Prospect Retrospective: Pablo Sandoval, 3B, San Francisco Giants
A Giants fan asked me a couple of days ago how Pablo Sandoval was viewed as a prospect. Sandoval is a guy that I was wrong about. Let's take a look.
The Venezuelan Sandoval made his North American debut for the San Francisco Giants in the Arizona Rookie League in 2004, hitting .266/.287/.373 in 46 games, with poor plate discipline, although he was just 17. He wasn't on my radar at that point. That changed after he hit .330/.383/.425 for Salem-Keizer in 2005. I gave him a Grade B- in the 2006 book, noting his ability to hit for average. I pointed out the lack of walks, but also noted the low strikeout rate, a good marker. There were some questions about his physical conditioning and his defense, but the bat looked very interesting.
Sandoval struggled in 2006, hitting .265/.309/.322 in 117 games for Augusta in the Sally League. The extreme lack of power was a problem, and I had some negative scouting reports about both his bat and his glove, which knocked him back to a Grade C. I ended up cutting him from the book to save space, and at that point I didn't see much of a reason to think he was a strong prospect. He didn't make Baseball America's Top 30 Giants prospect list either, so I wasn't alone in that.
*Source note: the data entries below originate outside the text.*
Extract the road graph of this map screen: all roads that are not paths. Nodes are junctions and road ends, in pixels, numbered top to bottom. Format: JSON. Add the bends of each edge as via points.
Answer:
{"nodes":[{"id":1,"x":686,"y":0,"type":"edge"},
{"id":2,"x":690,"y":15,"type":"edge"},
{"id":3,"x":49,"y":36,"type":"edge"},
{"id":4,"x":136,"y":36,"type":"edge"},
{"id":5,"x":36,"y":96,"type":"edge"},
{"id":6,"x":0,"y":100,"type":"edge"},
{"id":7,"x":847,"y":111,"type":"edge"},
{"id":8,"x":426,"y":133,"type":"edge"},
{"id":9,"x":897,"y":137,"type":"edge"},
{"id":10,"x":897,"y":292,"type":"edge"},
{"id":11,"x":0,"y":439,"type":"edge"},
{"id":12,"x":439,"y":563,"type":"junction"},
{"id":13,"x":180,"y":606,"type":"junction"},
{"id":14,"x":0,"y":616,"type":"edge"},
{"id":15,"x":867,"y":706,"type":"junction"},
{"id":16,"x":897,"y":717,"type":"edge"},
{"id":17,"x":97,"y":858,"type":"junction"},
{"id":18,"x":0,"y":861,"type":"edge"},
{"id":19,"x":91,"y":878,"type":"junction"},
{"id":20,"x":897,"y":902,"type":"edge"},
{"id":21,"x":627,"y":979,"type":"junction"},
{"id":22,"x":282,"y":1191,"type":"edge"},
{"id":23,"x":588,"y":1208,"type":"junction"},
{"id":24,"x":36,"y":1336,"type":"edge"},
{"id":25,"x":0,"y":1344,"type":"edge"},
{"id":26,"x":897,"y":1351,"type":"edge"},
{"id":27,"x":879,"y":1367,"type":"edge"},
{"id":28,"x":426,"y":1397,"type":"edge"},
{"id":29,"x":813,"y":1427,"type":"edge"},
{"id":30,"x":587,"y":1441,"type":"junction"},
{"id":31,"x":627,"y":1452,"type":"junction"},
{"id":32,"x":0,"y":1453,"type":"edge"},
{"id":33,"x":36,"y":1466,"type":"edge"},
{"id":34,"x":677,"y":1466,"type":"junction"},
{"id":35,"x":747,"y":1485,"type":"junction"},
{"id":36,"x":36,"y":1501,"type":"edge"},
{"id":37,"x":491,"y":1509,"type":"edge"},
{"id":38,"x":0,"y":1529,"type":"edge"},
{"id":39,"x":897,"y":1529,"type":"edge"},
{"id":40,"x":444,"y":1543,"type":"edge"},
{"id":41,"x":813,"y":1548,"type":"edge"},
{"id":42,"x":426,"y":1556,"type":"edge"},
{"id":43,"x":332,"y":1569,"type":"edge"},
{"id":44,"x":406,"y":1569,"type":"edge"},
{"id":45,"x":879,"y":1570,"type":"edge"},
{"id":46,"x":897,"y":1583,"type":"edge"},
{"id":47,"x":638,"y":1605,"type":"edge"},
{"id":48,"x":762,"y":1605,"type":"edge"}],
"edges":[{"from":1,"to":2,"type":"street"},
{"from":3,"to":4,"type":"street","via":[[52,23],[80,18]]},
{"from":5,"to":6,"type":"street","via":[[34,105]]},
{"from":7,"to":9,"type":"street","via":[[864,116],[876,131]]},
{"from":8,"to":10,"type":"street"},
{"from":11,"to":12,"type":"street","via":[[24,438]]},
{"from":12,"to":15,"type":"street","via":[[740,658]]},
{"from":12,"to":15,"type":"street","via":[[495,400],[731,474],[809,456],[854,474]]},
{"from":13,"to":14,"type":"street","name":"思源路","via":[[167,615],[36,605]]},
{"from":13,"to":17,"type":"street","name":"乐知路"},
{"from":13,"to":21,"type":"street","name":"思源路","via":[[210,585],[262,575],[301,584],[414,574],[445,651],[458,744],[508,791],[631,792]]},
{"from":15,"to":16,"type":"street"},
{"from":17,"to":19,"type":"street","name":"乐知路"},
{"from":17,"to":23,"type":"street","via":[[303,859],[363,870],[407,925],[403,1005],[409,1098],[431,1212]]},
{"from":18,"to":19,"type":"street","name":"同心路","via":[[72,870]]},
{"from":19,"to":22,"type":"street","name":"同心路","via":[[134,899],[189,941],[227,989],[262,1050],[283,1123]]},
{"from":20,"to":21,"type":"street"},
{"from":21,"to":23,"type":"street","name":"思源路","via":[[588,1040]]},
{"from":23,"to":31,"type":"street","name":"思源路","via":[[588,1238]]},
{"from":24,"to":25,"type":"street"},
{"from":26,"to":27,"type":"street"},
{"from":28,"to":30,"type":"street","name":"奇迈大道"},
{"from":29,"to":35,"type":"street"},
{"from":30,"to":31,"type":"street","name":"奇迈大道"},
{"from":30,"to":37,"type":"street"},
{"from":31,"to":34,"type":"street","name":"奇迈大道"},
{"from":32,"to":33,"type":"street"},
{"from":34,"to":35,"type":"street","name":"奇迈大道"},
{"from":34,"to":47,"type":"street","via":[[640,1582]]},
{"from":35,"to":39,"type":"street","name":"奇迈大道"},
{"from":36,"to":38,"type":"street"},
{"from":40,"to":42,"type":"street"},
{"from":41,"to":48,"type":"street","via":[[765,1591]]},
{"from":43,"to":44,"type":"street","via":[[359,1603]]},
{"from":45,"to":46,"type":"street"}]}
He rebounded with a .287/.312/.476 mark for San Jose in 2007, which got him back in the book. He showed considerably more power, but his walk rate remained tiny, just 16 in 401 at-bats. There were also significant questions about his defense at the time. . .was he a catcher? A first baseman? A third baseman? I rated him a Grade C.
In retrospect that decision was wrong and I think he deserved at least a C+ and probably a B- given his hitting at San Jose, even with the defensive issues. Although he didn't draw any walks, his strikeout rate was low, with 52 whiffs, and he was just 21 year old. In fairness, Baseball America still didn't have him in their Giants Top 30, but the signs of improvement were clearly there, and I count this as a "miss" for myself.
Sandoval had a breakout in 2008, hitting .350/.394/.578 between San Jose (68 games) and Double-A Connecticut (44 games), then making his major league debut and hitting .345/.357/.490 for the Giants. He exceeded rookie qualifications with 145 at-bats, so he wasn't in the '09 book. He would have at least been a Grade B+ at that point.
Sandoval has had some problems staying healthy, but he's been a valuable hitter three of the last four years, posting a career .303/.353/.490 mark, OPS+129, WAR 17. His defense, which was a question-mark in the minors, turned into a positive asset at third base.
Statistically, his career through age 25 is similar to Richie Hebner, Chipper Jones, and Jim Ray Hart among third baseman. Hebner was a very good player back in the 1970s. Jim Ray Hart was the Giants third baseman in the early 1960s, was outstanding early in his career but got hurt and faded quickly.
Don't scoff at Jones showing up on the statistical comps: through age 25, Chipper had a career OPS+ of 123, a bit lower than Sandoval's 129. Indeed, Chipper's WAR through the same point of his career was about 14 compared to Sandoval's 17. Of course, it is very unlikely that Sandoval will show the kind of longevity that Jones did.
Looking over this, the big mistake for Sandoval's rating as a prospect was the Grade C mark entering 2008. Even with the information available at the time, he deserved a grade a notch or two higher.